### Record excerpts
•••••

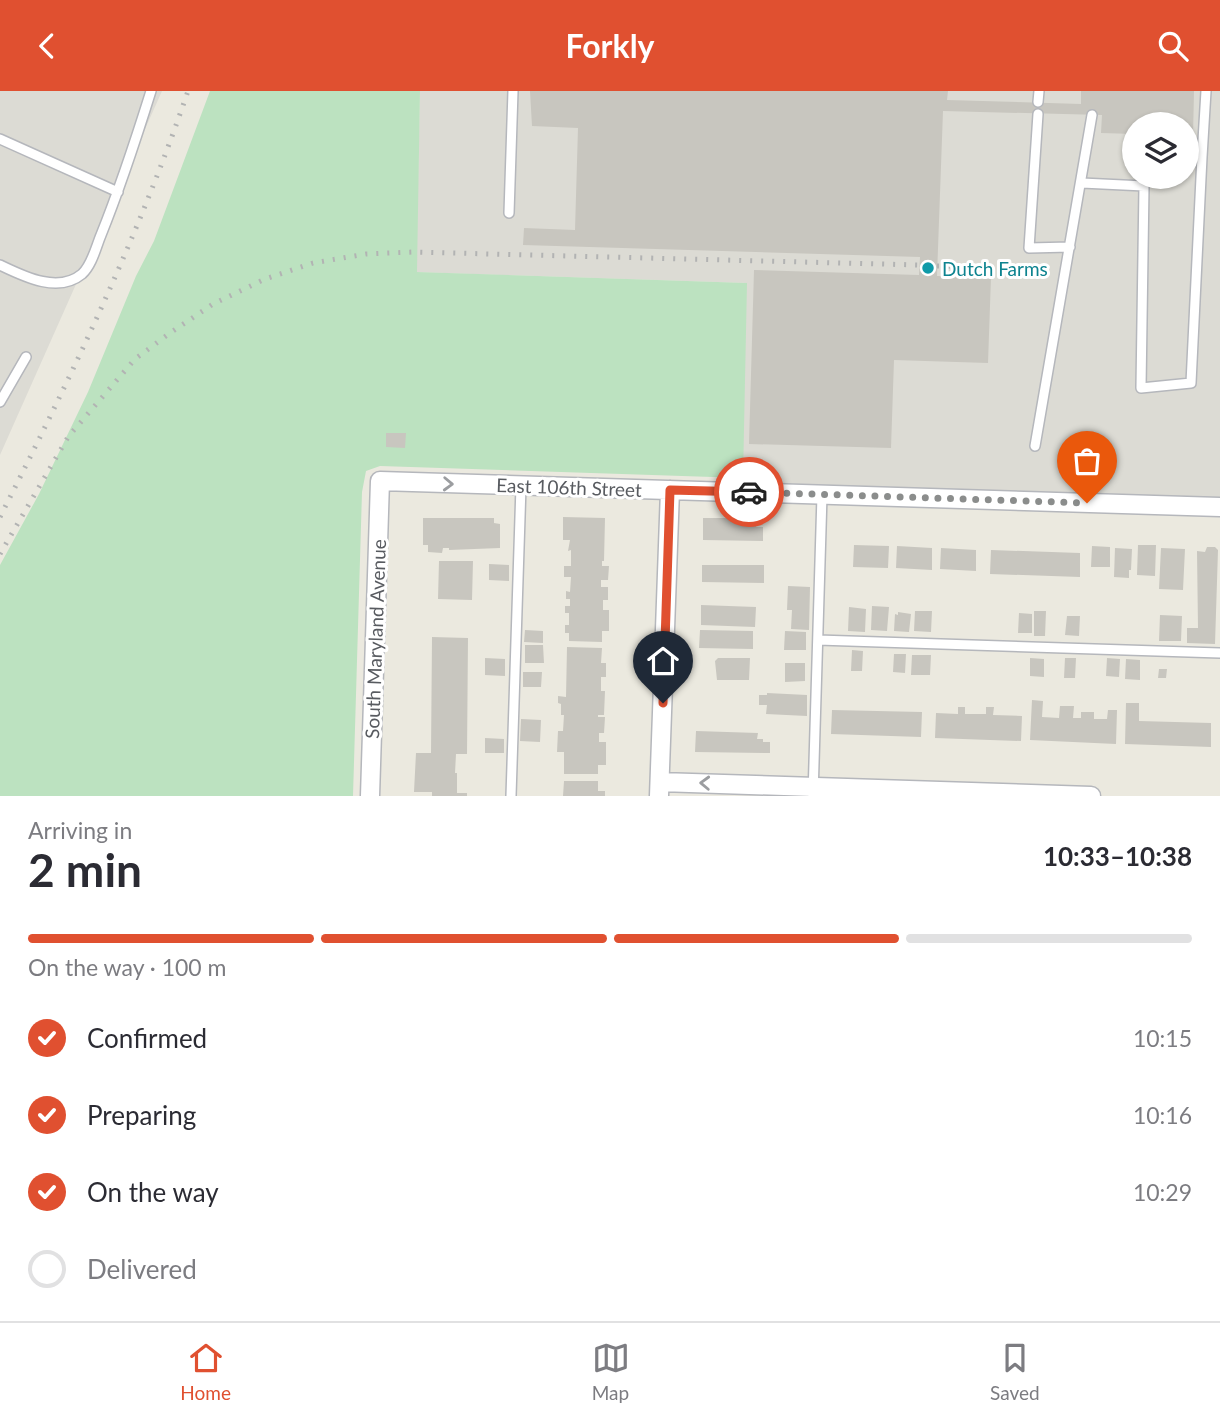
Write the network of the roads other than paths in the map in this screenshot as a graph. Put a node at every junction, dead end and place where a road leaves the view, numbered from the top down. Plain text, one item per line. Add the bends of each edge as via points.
1 (151, 91) edge
2 (513, 91) edge
3 (1039, 91) edge
4 (1206, 91) edge
5 (1038, 103) dead end
6 (1038, 114) dead end
7 (1093, 115) dead end
8 (0, 139) edge
9 (1202, 157) joint
10 (1122, 182) edge
11 (1082, 183) junction
12 (1146, 189) edge
13 (118, 192) junction
14 (509, 213) dead end
15 (1070, 247) junction
16 (0, 265) edge
17 (26, 357) dead end
18 (0, 402) edge
19 (1035, 446) dead end
20 (380, 481) joint
21 (521, 486) junction
22 (670, 490) junction
23 (822, 495) junction
24 (1220, 507) edge
25 (818, 640) junction
26 (1220, 653) edge
27 (660, 789) edge
28 (813, 792) edge
29 (370, 796) edge
30 (511, 796) edge
31 (1091, 796) edge

1 - 13 lane
2 - 14 lane
3 - 5 lane
4 - 9 lane
6 - 15 lane via 1029,247
7 - 11 lane
8 - 13 lane
9 - 12 lane via 1191,383 1141,388
10 - 11 lane
11 - 15 lane
13 - 16 lane via 83,273 52,283
15 - 19 lane
17 - 18 lane
20 -> 21 street, East 106th Street
20 - 29 street, South Maryland Avenue
21 - 22 street, East 106th Street
21 - 30 lane
22 - 23 street, East 106th Street
22 - 27 street
23 - 24 street, East 106th Street
23 - 25 lane
25 - 26 lane
25 - 28 lane
28 -> 27 street
28 - 31 street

•••••

### What you should do
Transcribe every entry word for word, but skip the pictures.

### Task answer
Write the network of the roads other than paths in the map in this screenshot as a graph. Put a node at every junction, dead end and place where a road leaves the view, numbered from the top down. Plain text, one item per line. Add the bends of each edge as via points.
1 (151, 91) edge
2 (513, 91) edge
3 (1039, 91) edge
4 (1206, 91) edge
5 (1038, 103) dead end
6 (1038, 114) dead end
7 (1093, 115) dead end
8 (0, 139) edge
9 (1202, 157) joint
10 (1122, 182) edge
11 (1082, 183) junction
12 (1146, 189) edge
13 (118, 192) junction
14 (509, 213) dead end
15 (1070, 247) junction
16 (0, 265) edge
17 (26, 357) dead end
18 (0, 402) edge
19 (1035, 446) dead end
20 (380, 481) joint
21 (521, 486) junction
22 (670, 490) junction
23 (822, 495) junction
24 (1220, 507) edge
25 (818, 640) junction
26 (1220, 653) edge
27 (660, 789) edge
28 (813, 792) edge
29 (370, 796) edge
30 (511, 796) edge
31 (1091, 796) edge

1 - 13 lane
2 - 14 lane
3 - 5 lane
4 - 9 lane
6 - 15 lane via 1029,247
7 - 11 lane
8 - 13 lane
9 - 12 lane via 1191,383 1141,388
10 - 11 lane
11 - 15 lane
13 - 16 lane via 83,273 52,283
15 - 19 lane
17 - 18 lane
20 -> 21 street, East 106th Street
20 - 29 street, South Maryland Avenue
21 - 22 street, East 106th Street
21 - 30 lane
22 - 23 street, East 106th Street
22 - 27 street
23 - 24 street, East 106th Street
23 - 25 lane
25 - 26 lane
25 - 28 lane
28 -> 27 street
28 - 31 street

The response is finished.